“I felt very constrained”: the role that made Keira Knightley feel “caged”
Even though she’s been a globally recognised name for over 20 years, Keira Knightley still hasn’t left her 30s yet. That’s a testament to her staying power and desire to keep testing herself in a range of different projects that allow her to showcase her range as a performer.
With two Academy Award nominations, a pair of Bafta nods, and a trio of Golden Globes nominations to her name, the actor has thrived tackling as many different characters as possible. This is all the more impressive when it would have been very easy for her star to burn out, having shined so brightly in its earliest years.
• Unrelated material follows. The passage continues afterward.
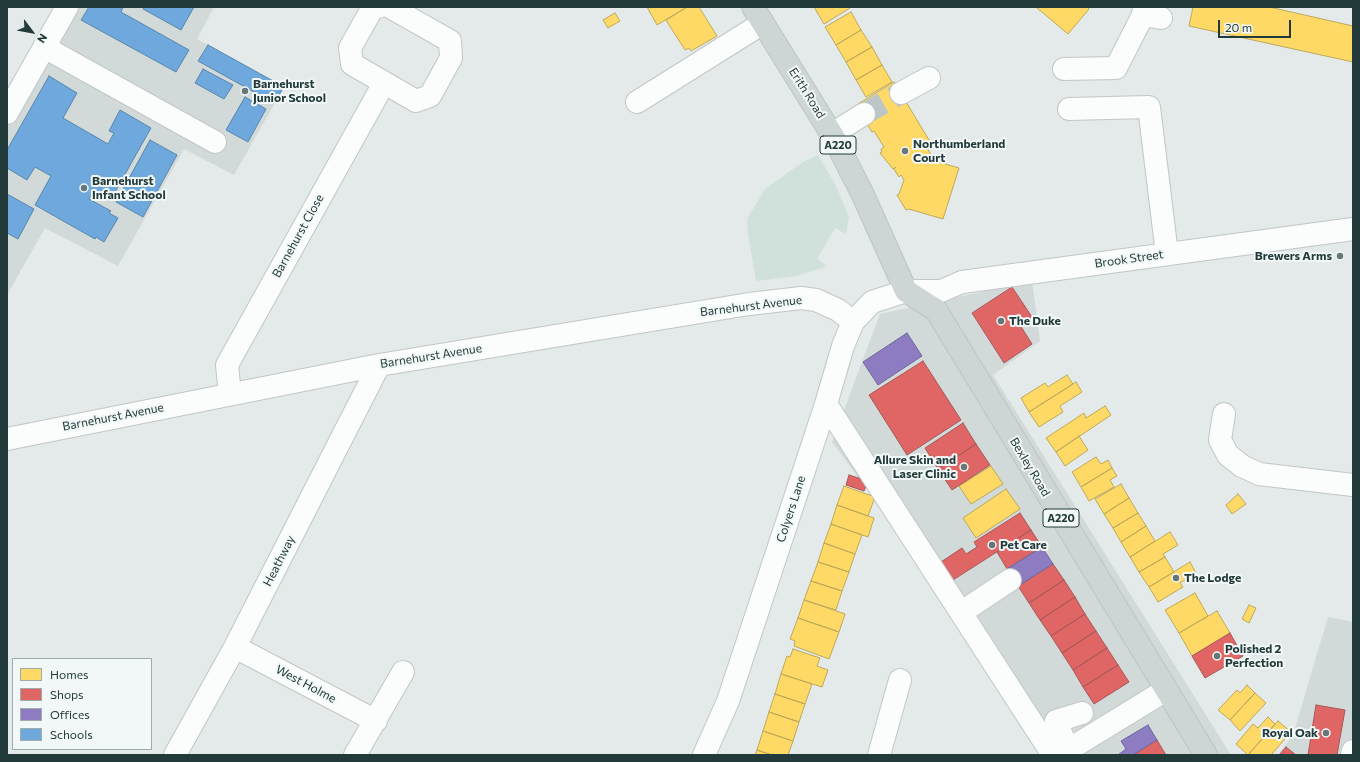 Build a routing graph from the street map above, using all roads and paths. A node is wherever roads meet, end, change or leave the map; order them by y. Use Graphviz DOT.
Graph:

Knightley was only 17 years old when the breakthrough sports comedy Bend It Like Beckham was released. The following year, she rocketed to worldwide superstardom, playing the female lead in the swashbuckling blockbuster Pirates of the Caribbean: The Curse of the Black Pearl.
By the time she’d even turned 20, Knightley had followed it up with beloved rom-com Love Actually and blockbuster historical epic King Arthur, but there was more to life than the films guaranteed to do big business at the box office. One thing she never wanted to be was a sex symbol, and being stuffed into a corset as the love interest in a Disney franchise carried that very risk.
“I had quite an entrance into adult life, an extreme landing because of the experience of fame at a very early age,” she said, reflecting on her formative years in an interview with Harper’s Bazaar. “There’s a funny place where women are meant to sit publicly, and I never felt comfortable with that. It was a big jolt.”
One thing that she wasn’t enamoured with was the character of Elizabeth Swann being “the object of everybody’s lust,” although she wouldn’t go so far as denigrating the part outright. “Not that she doesn’t have a lot of fight in her, but it was interesting coming from being really tomboyish to getting projected as quite the opposite.”
Admitting she “felt very constrained” and “very stuck” by that period, Knightley knew she’d have to take charge of her own destiny. “The roles afterwards were about trying to break out of that. I didn’t have a sense to articulate it,” she continued. “It very much felt like I was caged in a thing I didn’t understand.”
That desire to avoid typecasting or doing more of the same is evident in her choice of roles between the first and second Pirates of the Caribbean flicks, which saw her star opposite Adrien Brody in psychological thriller The Jacket, land an Oscar nomination for Pride & Prejudice, and team up with Tony Scott for semi-biographical action thriller Domino. Continuing to mix it up has served her very well in the years since.